Once Piety fled to the Church as the only sanctuary in the waste wide world, and was fondly welcomed there, fed and fostered. When power fled off from the Church--"Wilt thou also go away?" said she; "Lord," said Piety, "to whom shall we go? Thou only hast the words of everlasting life." Once convents and cathedrals were what the world needed as shelter for this fair child of God; then she dwelt in the grim edifice that our fathers built, and for a time counted herself "lodged in a lodging where good things are." Now is she grown able to wander forth fearless and free, lodging where the night overtakes her, and doing what her hands find to do, not unattended by the Providence which hitherto has watched over and blessed her. I respect piety in the Hebrew saints, prophets, and bards, who spoke the fiery speech, or sung their sweet and soul-inspiring psalm:

"Out from the heart of Nature rolled The burdens of the Bible old."

I honor piety among the saints of Greece, clad in the form of philanthropy and art, speaking still in dramas, in philosophies, and song, and in the temple and the statue too:

"Not from a vain and shallow thought His awful Jove young Phidias brought."

I admire at the piety of the Middle Ages, which founded the monastic tribes of men, which wrote the theologies, scholastic and mystic both, still speaking to the mind of men, or in poetic legends insinuated truth; which built that heroic architecture, overmastering therewith the sense and soul of man:

"The passive master lent his hand To the vast Soul that o'er him planned: And the same Power that reared the shrine, Bestrode the tribes that knelt therein."

But the piety which I find now, in this age, here in our own land, I respect, honor, and admire yet more; I find it in the form of moral life; that is the piety I love, piety in her own loveliness. Would I could find poetic strains as fit to sing of her--but yet such

"Loveliness needs not the foreign aid of ornament, But is, when unadorned, adorned the most."

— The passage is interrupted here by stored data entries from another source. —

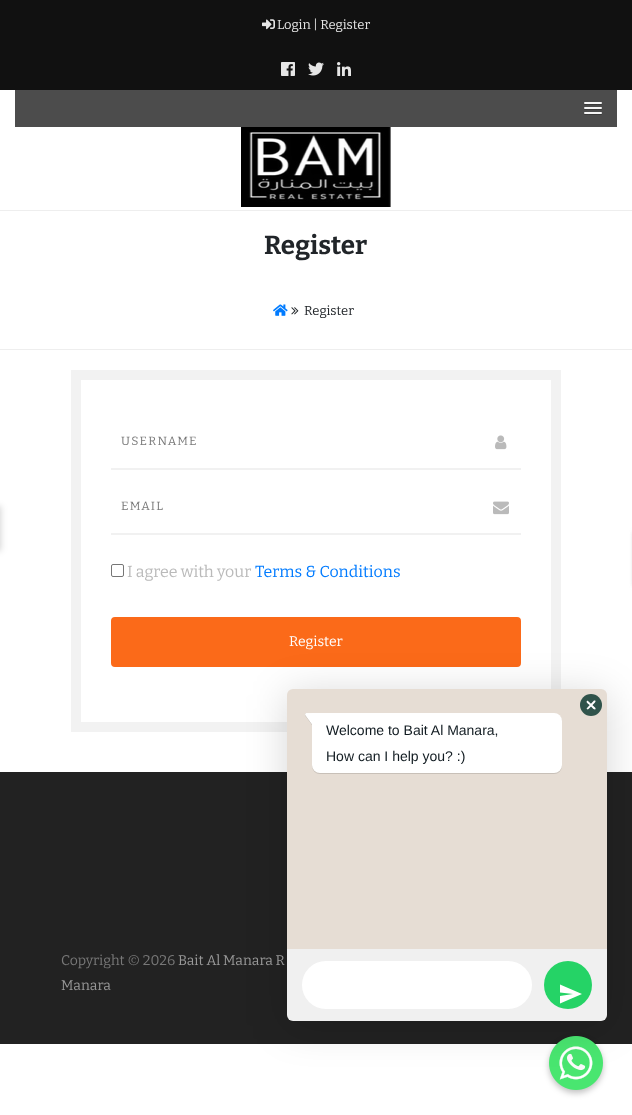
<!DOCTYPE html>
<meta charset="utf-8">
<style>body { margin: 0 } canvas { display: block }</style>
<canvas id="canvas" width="632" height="1115"></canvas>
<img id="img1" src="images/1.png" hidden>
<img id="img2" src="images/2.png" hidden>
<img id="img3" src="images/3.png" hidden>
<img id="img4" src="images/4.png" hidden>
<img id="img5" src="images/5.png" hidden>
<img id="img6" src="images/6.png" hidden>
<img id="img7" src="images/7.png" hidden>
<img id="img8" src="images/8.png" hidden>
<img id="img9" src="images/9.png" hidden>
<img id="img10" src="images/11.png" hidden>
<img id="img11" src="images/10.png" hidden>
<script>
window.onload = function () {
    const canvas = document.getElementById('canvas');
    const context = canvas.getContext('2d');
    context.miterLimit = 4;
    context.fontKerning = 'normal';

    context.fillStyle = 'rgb(255, 255, 255)';
    context.fillRect(0, 0, 632, 1115);
    context.fillStyle = 'rgb(17, 17, 17)';
    context.fillRect(0, 0, 632, 90);
    context.drawImage(document.getElementById('img1'), 262, 19, 13, 11);
    context.drawImage(document.getElementById('img2'), 281, 62, 14, 14);
    context.drawImage(document.getElementById('img3'), 308, 62, 16, 14);
    context.drawImage(document.getElementById('img4'), 337, 62, 14, 14);
    context.fillStyle = 'rgb(76, 76, 76)';
    context.fillRect(15, 90, 602, 37);
    context.fillStyle = 'rgb(57, 57, 57)';
    context.beginPath();
    context.moveTo(584, 103.5);
    context.bezierCurveTo(583, 105.5, 587.5, 105, 587.5, 105);
    context.lineTo(598.5, 105);
    context.bezierCurveTo(598.5, 105, 603, 105.5, 602, 103.5);
    context.bezierCurveTo(601, 104.5, 594.5, 104, 593, 104);
    context.bezierCurveTo(591.5, 104, 585, 104.5, 584, 103.5);
    context.closePath();
    context.fill();
    context.fillStyle = 'rgb(245, 245, 245)';
    context.beginPath();
    context.roundRect(584, 102, 18, 2, 1);
    context.fill();
    context.fillStyle = 'rgb(57, 57, 57)';
    context.beginPath();
    context.moveTo(584, 108.5);
    context.bezierCurveTo(583, 110.5, 587.5, 110, 587.5, 110);
    context.lineTo(598.5, 110);
    context.bezierCurveTo(598.5, 110, 603, 110.5, 602, 108.5);
    context.bezierCurveTo(601, 109.5, 594.5, 109, 593, 109);
    context.bezierCurveTo(591.5, 109, 585, 109.5, 584, 108.5);
    context.closePath();
    context.fill();
    context.fillStyle = 'rgb(245, 245, 245)';
    context.beginPath();
    context.roundRect(584, 107, 18, 2, 1);
    context.fill();
    context.fillStyle = 'rgb(57, 57, 57)';
    context.beginPath();
    context.moveTo(584, 113.5);
    context.bezierCurveTo(583, 115.5, 587.5, 115, 587.5, 115);
    context.lineTo(598.5, 115);
    context.bezierCurveTo(598.5, 115, 603, 115.5, 602, 113.5);
    context.bezierCurveTo(601, 114.5, 594.5, 114, 593, 114);
    context.bezierCurveTo(591.5, 114, 585, 114.5, 584, 113.5);
    context.closePath();
    context.fill();
    context.fillStyle = 'rgb(245, 245, 245)';
    context.beginPath();
    context.roundRect(584, 112, 18, 2, 1);
    context.fill();
    context.drawImage(document.getElementById('img5'), 241, 127, 150, 80);
    context.fillStyle = 'rgb(238, 238, 238)';
    context.fillRect(0, 210, 632, 1);
    context.fillRect(0, 349, 632, 1);
    context.drawImage(document.getElementById('img6'), 273, 304, 15, 12);
    context.drawImage(document.getElementById('img7'), 291, 307, 8, 8);
    context.fillStyle = 'rgba(0, 0, 0, 0.16)';
    context.filter = 'blur(3px)';
    context.beginPath();
    context.rect(-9, 506, 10, 45);
    context.fill();
    context.filter = 'none';
    context.strokeStyle = 'rgb(242, 242, 242)';
    context.lineWidth = 10;
    context.strokeRect(76, 375, 480, 352);
    context.fillStyle = 'rgb(241, 241, 241)';
    context.fillRect(111, 468, 410, 2);
    context.drawImage(document.getElementById('img8'), 495, 435, 12, 15);
    context.fillRect(111, 533, 410, 2);
    context.drawImage(document.getElementById('img9'), 493, 501, 16, 14);
    context.beginPath();
    context.roundRect(111.5, 564.5, 12, 12, 1.5);
    context.strokeStyle = 'rgb(118, 118, 118)';
    context.lineWidth = 1;
    context.stroke();
    context.fillStyle = 'rgb(251, 106, 25)';
    context.beginPath();
    context.roundRect(112, 618, 408, 48, 3);
    context.fill();
    context.strokeStyle = 'rgb(251, 106, 25)';
    context.lineWidth = 2;
    context.stroke();
    context.fillStyle = 'rgb(119, 119, 119)';
    context.filter = 'blur(2.5px)';
    context.beginPath();
    context.rect(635, 532, 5, 54);
    context.fill();
    context.filter = 'none';
    context.fillStyle = 'rgb(34, 34, 34)';
    context.fillRect(0, 772, 632, 272);
    context.fillStyle = 'rgba(0, 0, 0, 0.25)';
    context.filter = 'blur(3px)';
    context.beginPath();
    context.roundRect(549, 1039, 54, 54, 27);
    context.fill();
    context.filter = 'none';
    context.drawImage(document.getElementById('img10'), 549, 1036, 54, 54);
    context.fillStyle = 'rgba(0, 0, 0, 0.16)';
    context.filter = 'blur(20px)';
    context.beginPath();
    context.roundRect(287, 694, 320, 332, 6);
    context.fill();
    context.filter = 'none';
    context.fillStyle = 'rgb(230, 221, 212)';
    context.beginPath();
    context.roundRect(287, 689, 320, 260, [6, 6, 0, 0]);
    context.fill();
    context.fillStyle = 'rgb(48, 83, 75)';
    context.beginPath();
    context.arc(591, 705, 11, 0, 2 * Math.PI);
    context.fill();
    context.fillStyle = 'rgb(255, 255, 255)';
    context.beginPath();
    context.moveTo(588, 701);
    context.lineTo(595.5, 708);
    context.lineTo(595.5, 709);
    context.bezierCurveTo(595, 710.5, 593, 708.5, 592.5, 708);
    context.lineTo(589, 704.5);
    context.bezierCurveTo(588.5, 704, 585.5, 702, 587, 701);
    context.bezierCurveTo(587, 700.5, 588, 700.5, 588, 701);
    context.closePath();
    context.fill();
    context.beginPath();
    context.moveTo(587, 708);
    context.lineTo(594, 700.5);
    context.lineTo(595, 700.5);
    context.bezierCurveTo(596.5, 701, 594.5, 703, 594, 703.5);
    context.lineTo(590.5, 707);
    context.bezierCurveTo(590, 707.5, 588, 710.5, 587, 709);
    context.bezierCurveTo(586.5, 709, 586.5, 708, 587, 708);
    context.closePath();
    context.fill();
    context.fillStyle = 'rgba(0, 0, 0, 0.13)';
    context.filter = 'blur(0.5px)';
    context.beginPath();
    context.roundRect(312, 714, 250, 60, 8);
    context.fill();
    context.filter = 'none';
    context.fillStyle = 'rgb(255, 255, 255)';
    context.beginPath();
    context.roundRect(312, 713, 250, 60, [0, 8, 8, 8]);
    context.fill();
    context.drawImage(document.getElementById('img11'), 305, 713, 7, 12);
    context.fillStyle = 'rgb(240, 240, 240)';
    context.beginPath();
    context.roundRect(287, 949, 320, 72, [0, 0, 6, 6]);
    context.fill();
    context.fillStyle = 'rgb(255, 255, 255)';
    context.beginPath();
    context.roundRect(302, 961, 230, 48, 24);
    context.fill();
    context.fillStyle = 'rgb(37, 211, 102)';
    context.beginPath();
    context.arc(568, 985, 24, 0, 2 * Math.PI);
    context.fill();
    context.fillStyle = 'rgb(255, 255, 255)';
    context.beginPath();
    context.moveTo(560, 1003.5);
    context.lineTo(582, 994);
    context.lineTo(560, 984.5);
    context.lineTo(560, 992.5);
    context.lineTo(573, 994);
    context.lineTo(560, 996);
    context.closePath();
    context.fill();
    context.font = '13px Bitter';
    context.fillStyle = 'rgb(230, 230, 230)';
    context.fillText('Login | Register', 277, 29);
    context.font = 'bold 26px Bitter';
    context.fillStyle = 'rgb(33, 37, 41)';
    context.fillText('Register', 264, 254);
    context.font = '13px Bitter';
    context.fillText('Register', 304, 315);
    context.letterSpacing = '1.25px';
    context.font = '12px Bitter';
    context.fillStyle = 'rgb(120, 120, 120)';
    context.fillText('USERNAME', 121, 445);
    context.fillText('EMAIL', 121, 510);
    context.letterSpacing = '0px';
    context.font = '16px Bitter';
    context.fillStyle = 'rgb(186, 186, 186)';
    context.fillText('I agree with your', 127, 577);
    context.fillStyle = 'rgb(0, 123, 255)';
    context.fillText('Terms & Conditions', 255, 577);
    context.font = '14px Bitter';
    context.fillStyle = 'rgb(255, 255, 255)';
    context.fillText('Register', 289, 646);
    context.font = '14px Liberation Sans';
    context.fillStyle = 'rgb(17, 27, 33)';
    context.fillText('Welcome to Bait Al Manara,', 326, 735);
    context.fillText('How can I help you? :)', 326, 761);
    context.font = '14px Bitter';
    context.fillStyle = 'rgb(120, 120, 120)';
    context.fillText('Copyright © 2026', 61, 965);
    context.fillStyle = 'rgb(153, 153, 153)';
    context.fillText('Bait Al Manara R', 178, 965);
    context.fillText('Manara', 61, 990);
};
</script>
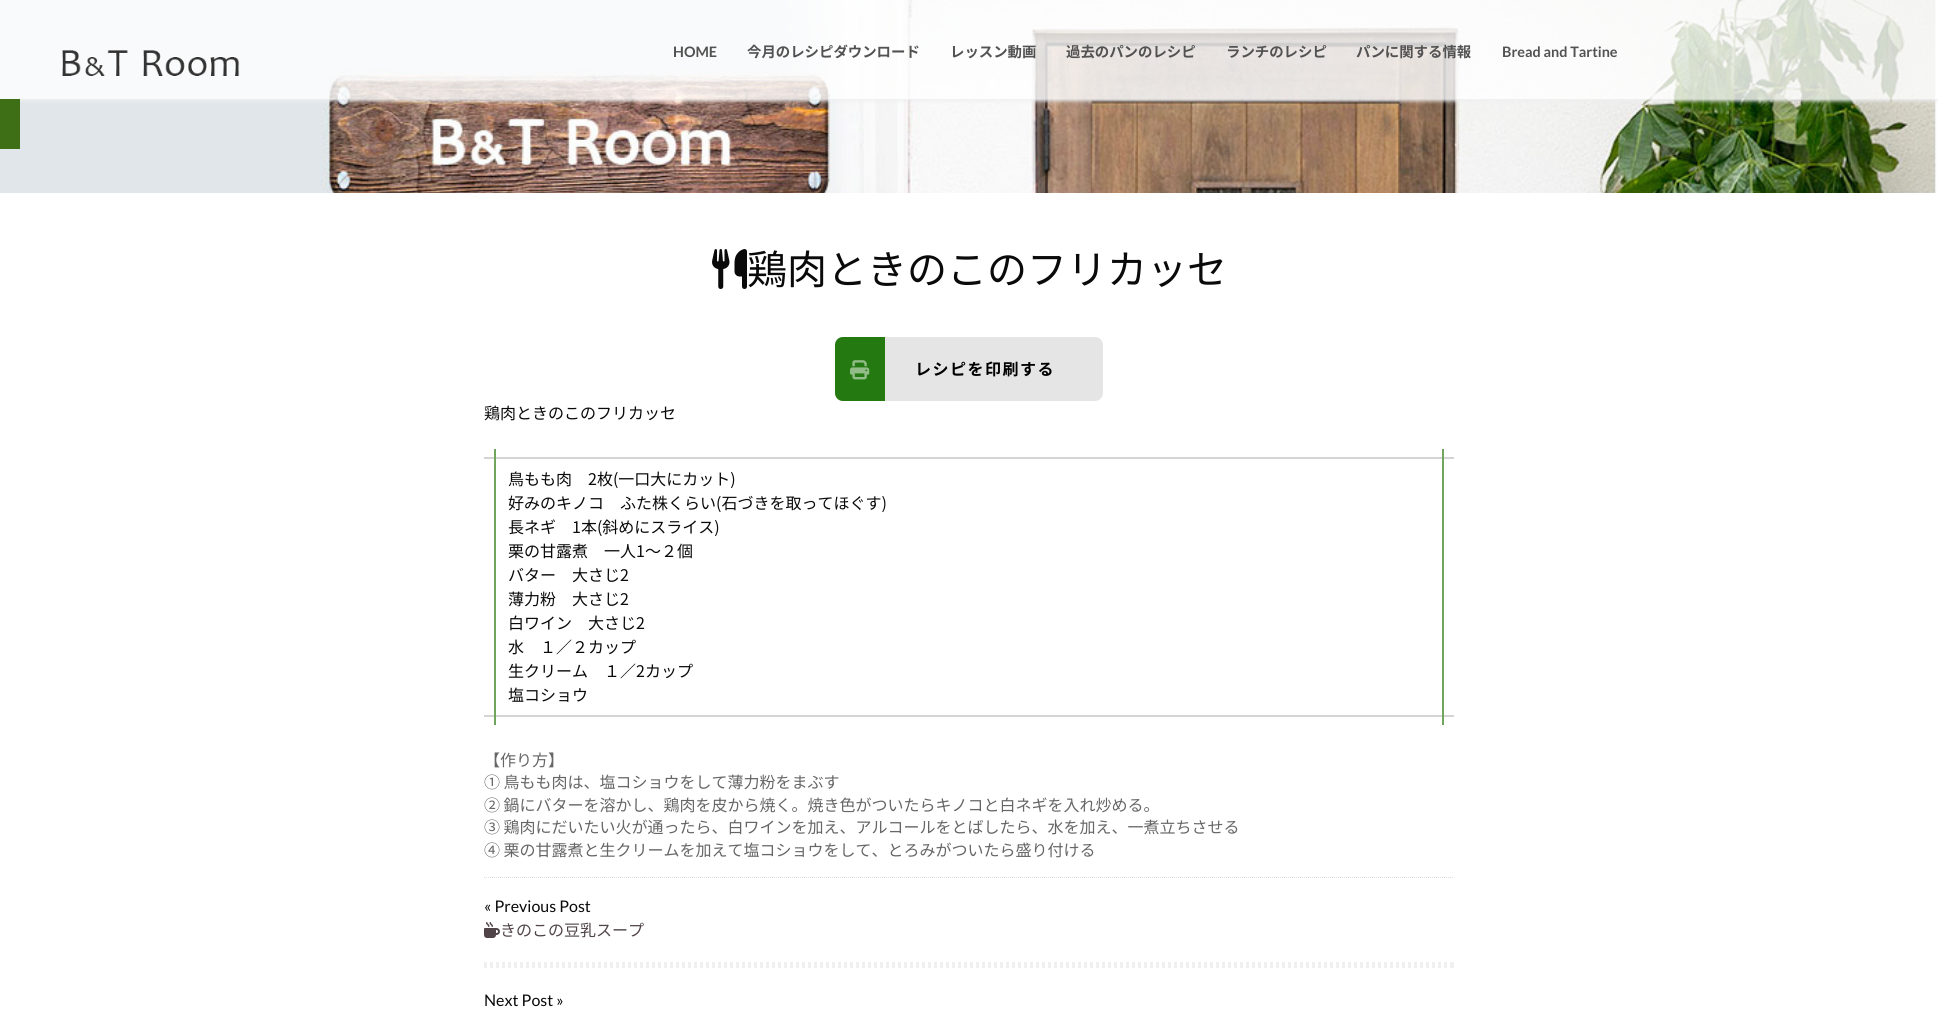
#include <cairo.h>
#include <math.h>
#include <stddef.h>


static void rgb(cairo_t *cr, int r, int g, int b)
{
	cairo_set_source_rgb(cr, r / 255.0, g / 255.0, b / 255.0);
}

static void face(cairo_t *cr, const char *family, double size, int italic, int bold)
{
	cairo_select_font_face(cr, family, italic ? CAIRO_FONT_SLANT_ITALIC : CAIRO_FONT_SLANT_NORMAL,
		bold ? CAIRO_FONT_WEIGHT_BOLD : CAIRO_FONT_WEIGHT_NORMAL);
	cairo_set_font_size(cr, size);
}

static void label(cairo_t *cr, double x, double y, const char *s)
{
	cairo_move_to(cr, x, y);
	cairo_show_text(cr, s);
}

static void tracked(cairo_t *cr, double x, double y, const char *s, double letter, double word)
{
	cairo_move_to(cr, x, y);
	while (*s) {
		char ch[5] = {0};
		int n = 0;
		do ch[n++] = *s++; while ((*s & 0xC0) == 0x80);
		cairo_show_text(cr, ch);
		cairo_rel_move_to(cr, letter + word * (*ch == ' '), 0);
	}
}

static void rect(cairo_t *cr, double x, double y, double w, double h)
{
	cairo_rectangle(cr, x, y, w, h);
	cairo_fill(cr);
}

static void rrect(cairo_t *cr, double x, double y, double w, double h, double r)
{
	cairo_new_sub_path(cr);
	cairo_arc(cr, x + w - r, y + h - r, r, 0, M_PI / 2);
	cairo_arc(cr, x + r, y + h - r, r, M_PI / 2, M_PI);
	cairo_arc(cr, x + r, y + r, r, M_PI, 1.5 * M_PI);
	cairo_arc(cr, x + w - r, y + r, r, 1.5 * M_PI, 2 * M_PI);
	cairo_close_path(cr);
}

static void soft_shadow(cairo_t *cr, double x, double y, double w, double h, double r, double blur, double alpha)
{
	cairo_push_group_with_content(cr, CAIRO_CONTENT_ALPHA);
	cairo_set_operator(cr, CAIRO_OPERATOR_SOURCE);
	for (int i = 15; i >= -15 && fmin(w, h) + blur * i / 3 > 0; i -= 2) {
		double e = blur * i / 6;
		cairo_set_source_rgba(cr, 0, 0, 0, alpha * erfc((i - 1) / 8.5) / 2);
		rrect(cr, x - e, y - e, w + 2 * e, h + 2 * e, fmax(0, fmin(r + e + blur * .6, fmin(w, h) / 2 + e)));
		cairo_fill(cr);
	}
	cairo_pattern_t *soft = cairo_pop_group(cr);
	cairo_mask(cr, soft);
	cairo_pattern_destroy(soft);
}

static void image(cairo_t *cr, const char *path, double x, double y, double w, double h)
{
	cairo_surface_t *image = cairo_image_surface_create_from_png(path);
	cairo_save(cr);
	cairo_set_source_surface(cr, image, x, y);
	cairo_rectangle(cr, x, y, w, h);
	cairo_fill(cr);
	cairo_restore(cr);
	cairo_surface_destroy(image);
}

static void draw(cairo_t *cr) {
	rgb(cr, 255, 255, 255);
	cairo_paint(cr);
	image(cr, "image0.png", 0, 0, 1938, 193);
	cairo_save(cr);
	cairo_rectangle(cr, 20, 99, 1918, 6);
	cairo_clip(cr);
	rgb(cr, 238, 239, 241);
	soft_shadow(cr, 0, 2, 1938, 99, 0, 2, 1);
	cairo_restore(cr);
	cairo_set_source_rgba(cr, 1, 1, 1, 0.8);
	rect(cr, 0, 0, 1938, 99);
	image(cr, "image1.png", 62, 50, 178, 27);
	face(cr, "Lato", 14.4, 0, 1);
	rgb(cr, 83, 82, 82);
	label(cr, 673, 57, "HOME");
	face(cr, "Noto Sans JP", 14.4, 0, 1);
	label(cr, 747, 57, "今月のレシピダウンロード");
	label(cr, 950, 57, "レッスン動画");
	label(cr, 1066, 57, "過去のパンのレシピ");
	label(cr, 1226, 57, "ランチのレシピ");
	label(cr, 1356, 57, "パンに関する情報");
	face(cr, "Lato", 14.4, 0, 1);
	label(cr, 1502, 57, "Bread and Tartine");
	rgb(cr, 62, 111, 23);
	rect(cr, 0, 99, 20, 50);
	image(cr, "image2.png", 712, 249, 35, 40);
	face(cr, "Noto Sans JP", 40, 0, 0);
	rgb(cr, 10, 10, 10);
	label(cr, 747, 284, "鶏肉ときのこのフリカッセ");
	rgb(cr, 229, 229, 229);
	rrect(cr, 835, 337, 268, 64, 8);
	cairo_fill(cr);
	rgb(cr, 36, 121, 16);
	cairo_new_path(cr);
	cairo_move_to(cr, 843, 337);
	cairo_line_to(cr, 885, 337);
	cairo_line_to(cr, 885, 401);
	cairo_line_to(cr, 843, 401);
	cairo_curve_to(cr, 838.5, 401, 835, 397.5, 835, 393);
	cairo_line_to(cr, 835, 345);
	cairo_curve_to(cr, 835, 340.5, 838.5, 337, 843, 337);
	cairo_close_path(cr);
	cairo_fill(cr);
	image(cr, "image3.png", 850, 360, 20, 20);
	face(cr, "Noto Sans JP", 16, 0, 1);
	rgb(cr, 0, 0, 0);
	tracked(cr, 915, 375, "レシピを印刷する", 1.5, 0);
	face(cr, "Noto Sans JP", 16, 0, 0);
	rgb(cr, 10, 10, 10);
	label(cr, 484, 419, "鶏肉ときのこのフリカッセ");
	rgb(cr, 212, 212, 212);
	rect(cr, 484, 457, 970, 2);
	rect(cr, 484, 715, 970, 2);
	rgb(cr, 112, 165, 93);
	rect(cr, 494, 449, 2, 276);
	rgb(cr, 10, 10, 10);
	label(cr, 508, 485, "鳥もも肉　2枚(一口大にカット)");
	rgb(cr, 112, 165, 93);
	rect(cr, 1442, 449, 2, 276);
	rgb(cr, 10, 10, 10);
	label(cr, 508, 509, "好みのキノコ　ふた株くらい(石づきを取ってほぐす)");
	label(cr, 508, 533, "長ネギ　1本(斜めにスライス)");
	label(cr, 508, 557, "栗の甘露煮　一人1〜２個");
	label(cr, 508, 581, "バター　大さじ2");
	label(cr, 508, 605, "薄力粉　大さじ2");
	label(cr, 508, 629, "白ワイン　大さじ2");
	label(cr, 508, 653, "水　１／２カップ");
	label(cr, 508, 677, "生クリーム　１／2カップ");
	label(cr, 508, 701, "塩コショウ");
	rgb(cr, 102, 102, 102);
	label(cr, 484, 766, "【作り方】");
	label(cr, 484, 788, "① 鳥もも肉は、塩コショウをして薄力粉をまぶす");
	label(cr, 484, 811, "② 鍋にバターを溶かし、鶏肉を皮から焼く。焼き色がついたらキノコと白ネギを入れ炒める。");
	label(cr, 484, 833, "③ 鶏肉にだいたい火が通ったら、白ワインを加え、アルコールをとばしたら、水を加え、一煮立ちさせる");
	label(cr, 484, 856, "④ 栗の甘露煮と生クリームを加えて塩コショウをして、とろみがついたら盛り付ける");
	cairo_new_path(cr);
	cairo_move_to(cr, 484, 877.5);
	cairo_line_to(cr, 1454, 877.5);
	rgb(cr, 221, 221, 221);
	cairo_set_line_width(cr, 1);
	cairo_set_dash(cr, (double[]){1, 1}, 2, 0);
	cairo_stroke(cr);
	face(cr, "Lato", 16, 0, 0);
	rgb(cr, 10, 10, 10);
	label(cr, 484, 912, "« Previous Post");
	image(cr, "image4.png", 484, 922, 16, 16);
	face(cr, "Noto Sans JP", 16, 0, 0);
	rgb(cr, 80, 68, 72);
	label(cr, 500, 936, "きのこの豆乳スープ");
	cairo_new_path(cr);
	cairo_move_to(cr, 484, 963.5);
	cairo_line_to(cr, 1454, 963.5);
	rgb(cr, 240, 240, 240);
	cairo_set_line_width(cr, 3);
	cairo_set_dash(cr, (double[]){3, 3}, 2, 0);
	cairo_stroke(cr);
	rect(cr, 1451, 962, 3, 6);
	cairo_new_path(cr);
	cairo_move_to(cr, 484, 966.5);
	cairo_line_to(cr, 1454, 966.5);
	cairo_stroke(cr);
	face(cr, "Lato", 16, 0, 0);
	rgb(cr, 10, 10, 10);
	label(cr, 484, 1006, "Next Post »");
}

int main(void) {
	cairo_surface_t *surface = cairo_image_surface_create(CAIRO_FORMAT_RGB24, 1938, 1015);
	cairo_t *cr = cairo_create(surface);
	cairo_font_options_t *options = cairo_font_options_create();
	cairo_font_options_set_hint_metrics(options, CAIRO_HINT_METRICS_OFF);
	cairo_font_options_set_hint_style(options, CAIRO_HINT_STYLE_NONE);
	cairo_set_font_options(cr, options);
	cairo_set_miter_limit(cr, 4);
	draw(cr);
	cairo_surface_write_to_png(surface, "render.png");
	cairo_font_options_destroy(options);
	cairo_destroy(cr);
	cairo_surface_destroy(surface);
	return 0;
}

Let me do no dishonor to other days, to Hebrew or to Grecian saints. Unlike and hostile though they were, they jointly fed my soul in earliest days. I would not underrate the mediaeval saints, whose words and works have been my study in a manlier age; yet I love best the fair and vigorous piety of our own day. It is beautiful, amid the strong, rank life of the nineteenth century, amid the steam-mills and the telegraphs which talk by lightning, amid the far-reaching enterprises of our time, and 'mid the fierce democracies, it is beautiful to find this fragrant piety growing up in unwonted forms, in places where men say no seed of heaven can lodge and germinate. So in a June meadow, when a boy, and looking for the cranberries of another year, faded and tasteless, amid the pale but coarse rank grass, and discontented that I found them not, so I have seen the crimson arethusa or the cymbidium shedding an unexpected loveliness o'er all the watery soil and all the pale and coarse rank grass, a prophecy of summer near at hand. So in October, when the fields are brown with frost, the blue and fringed gentian meets your eye, filling with thankful tears.

There is no decline of piety, but an increase of it; a good deal has been done in two hundred years, in one hundred years, yes, in fifty years. Let us admit, with thankfulness of heart, that piety is in greater proportion to all our activity now than ever before: but then compare ourselves with the ideal of human nature, our piety with the ideal piety, and we must confess that we are little and very low. Boston is the most active city in the world, the most enterprising. In no place is it so easy to obtain men's ears and their purses for any good word and work. But think of the evils we know of and tolerate; think of an ideal Christian city, then think of Boston; of a Christian man, aye of Christ himself, and then think of you and me, and we are filled with shame. If there were a true, manly piety in this town, in due proportion to our numbers, wealth, and enterprise, how long would the vices of this city last? How long would men complain of a dead body of divinity and a dead church, and a ministry that was dead? How long would intemperance continue, and pauperism, in Boston; how long slavery in this land?